At just 24, “Quick” Nick Schroeder has already shown the eighth-mile outlaw racing world that he has the tuning knowledge of someone twice his age. He’s been steadily building on the foundation built by his father, “Smokin’ Joe” Schroeder, over the last 20 years or so. Joe turned over the keys to his Outlaw 10.5 operation to Nick a few years ago – provided Nick would pay the bills – and Nick has taken full advantage of the opportunity, quickly becoming a hitter in the PDRA’s new Pro Street division.

“I’ve grown up all my life at the racetrack,” Schroeder says. “My dad’s had blown alcohol stuff for 20-some years. My uncles – they’re not really my uncles, but I’ve grown up with them my whole life and they live right down the street so they’re closer to me than some of my own family – but being around them, and seeing a good friend of mine, Mark Benston Jr., start driving, it gave me the ambition to drive. I’d driven Jrs. and bracket cars, but nothing at this level.”

[Editor’s Note: This story originally appeared in DI #172, the 30 Under 30 Issue, in November of 2021.]

Schroeder’s current level is wheeling the screw-blown “Ruby” ’06 Pontiac GTO, which recently became the first screw-blown 10.5 car in the 5s with a 5.99-second pass at 238 mph at the Haltech World Cup Finals. Schroeder also made a monster run in eighth-mile Pro Street trim at the Shakedown Nationals.

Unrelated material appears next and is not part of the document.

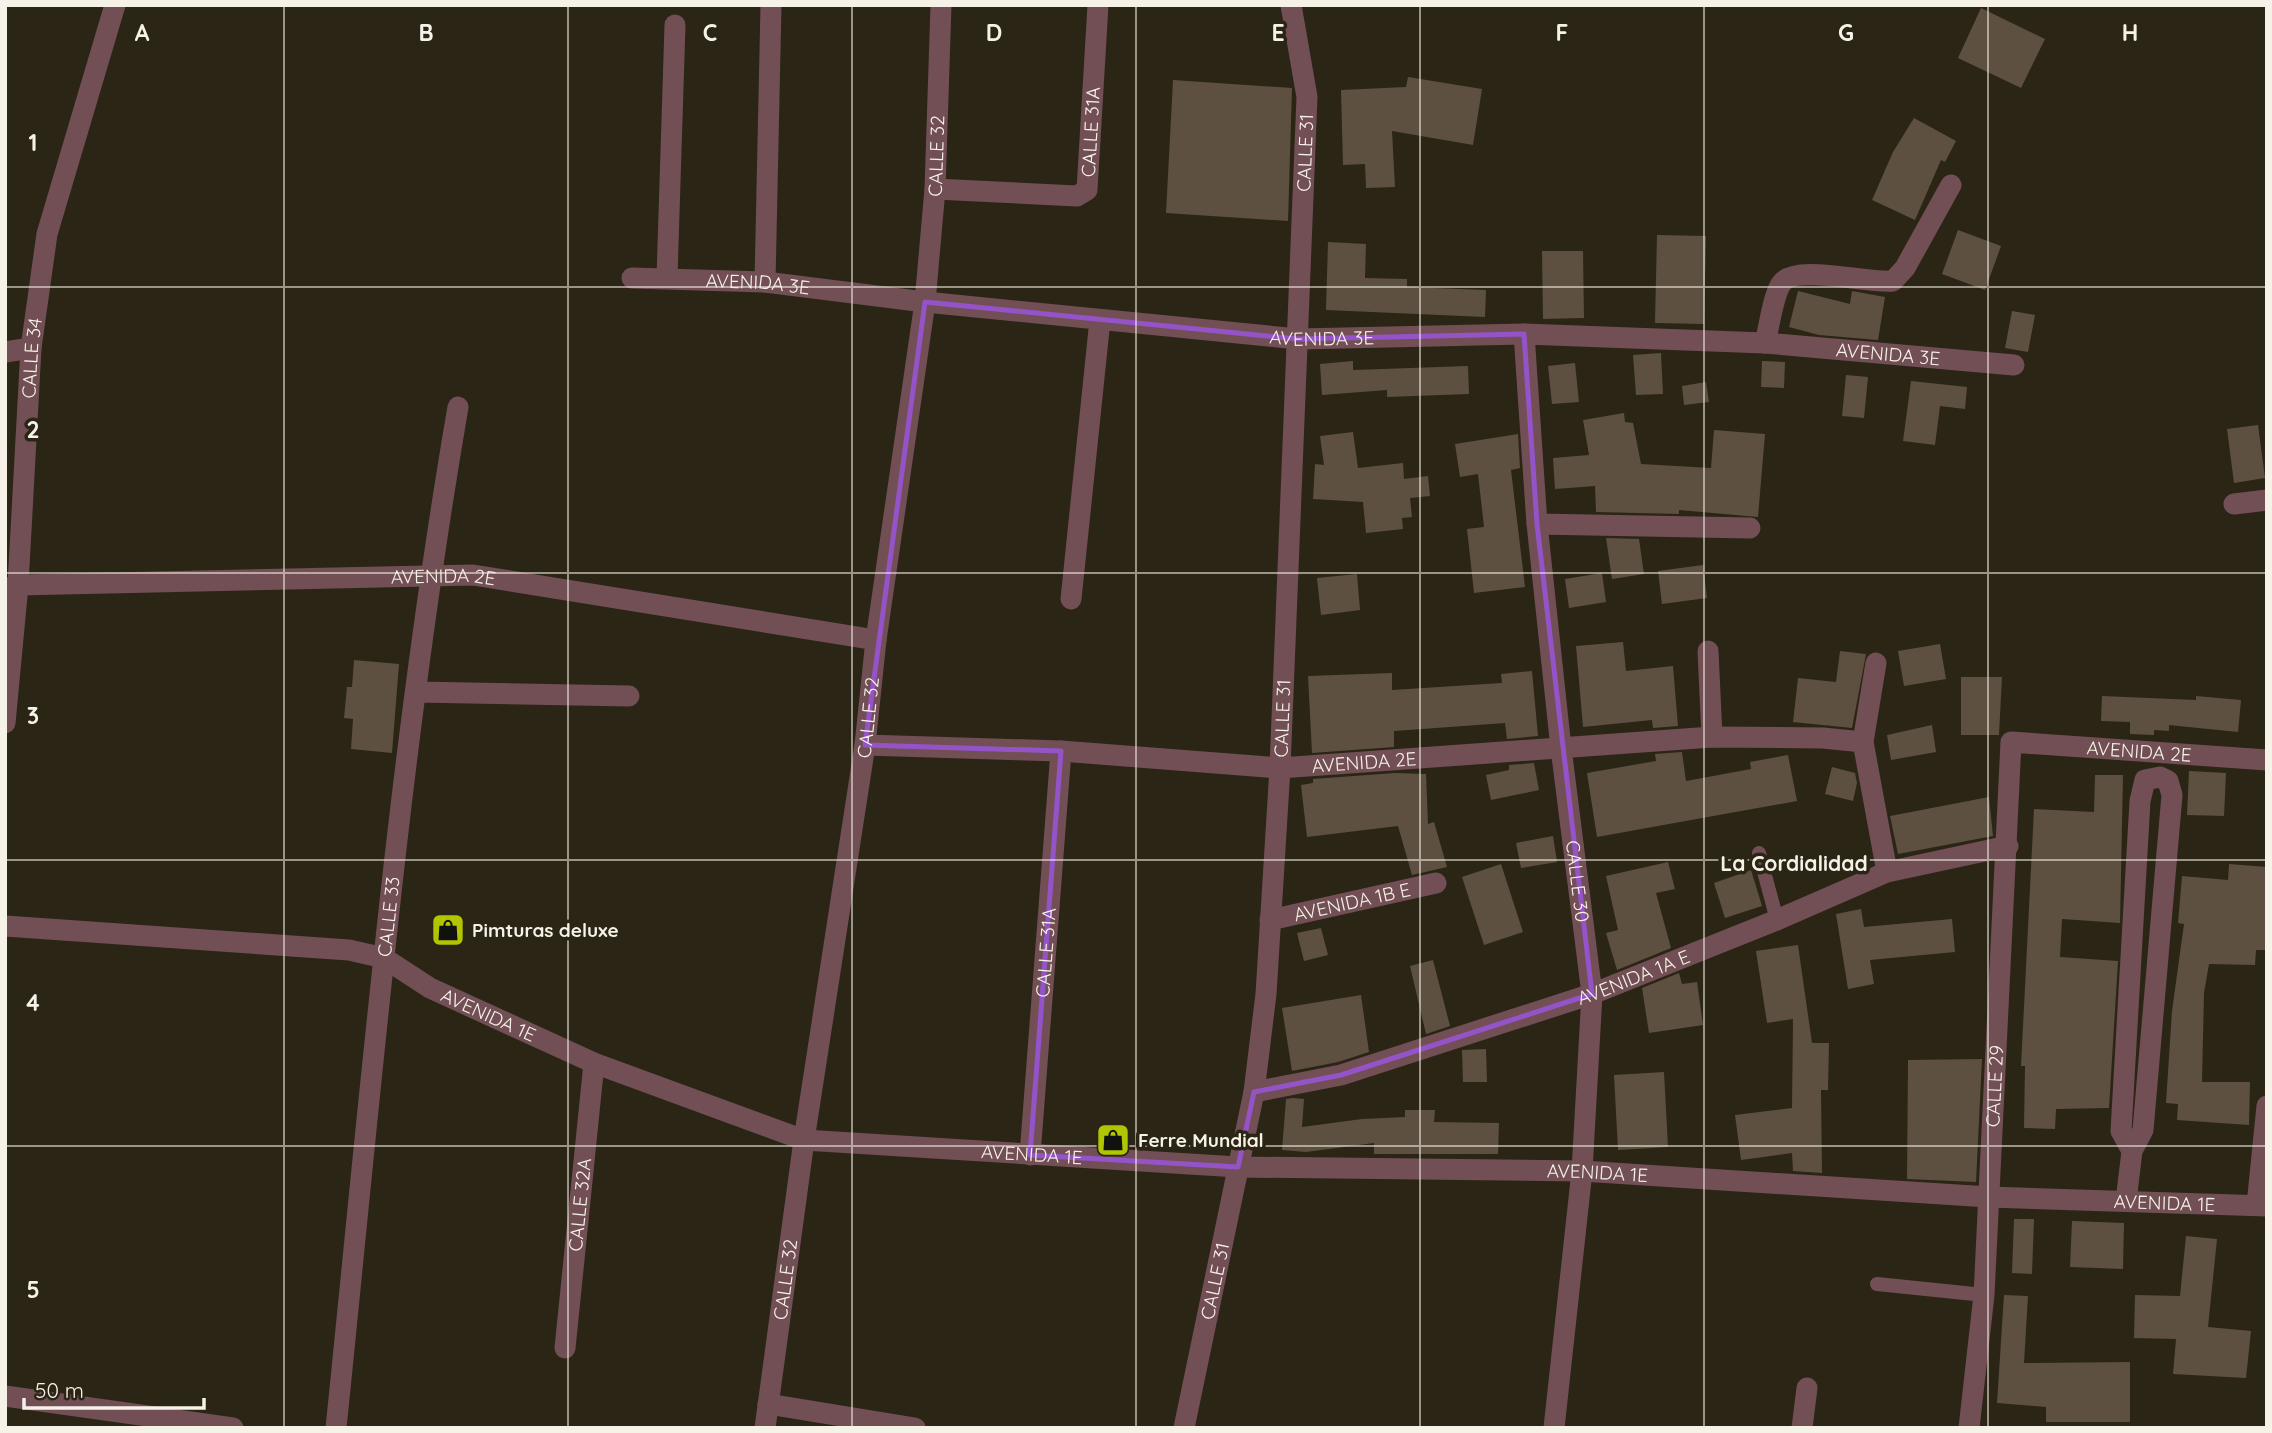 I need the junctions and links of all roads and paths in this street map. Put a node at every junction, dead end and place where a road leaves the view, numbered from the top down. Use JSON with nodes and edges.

“The biggest success for me this year was ripping off a 3.92 on a 10.5,” says Schroeder, who won the Shakedown in Outlaw 10.5 in 2019. “There’s only a handful of guys that can say they’ve been in the 3s on a 10.5, let alone low 3s. That was just nuts. That blew my mind. I never thought I would go that fast on that tire.”

Along with his dad, Schroeder says he picked up a lot of his tuning knowledge from guys like Lonnie Hood and David Reese. Hood taught him about the screw-blown combination when Schroeder switched to the combo in 2009, while Reese educated him on torque converters and gear ratios.

“I think those two guys are the biggest reason why I have a little bit of success,” Schroeder says. “What I’ve learned from them is what’s got me consistent and knowing what to do and what not to do.”

In 2022, Schroeder is driven to improve on his fourth-place finish in PDRA Pro Street points this season. He had a fast hot rod all year, qualifying No. 1 at two of the five PDRA races he attended, but a win escaped him. Parts breakage at a couple races and missing the Norwalk race also prevented what he believes could’ve been a championship runner-up finish.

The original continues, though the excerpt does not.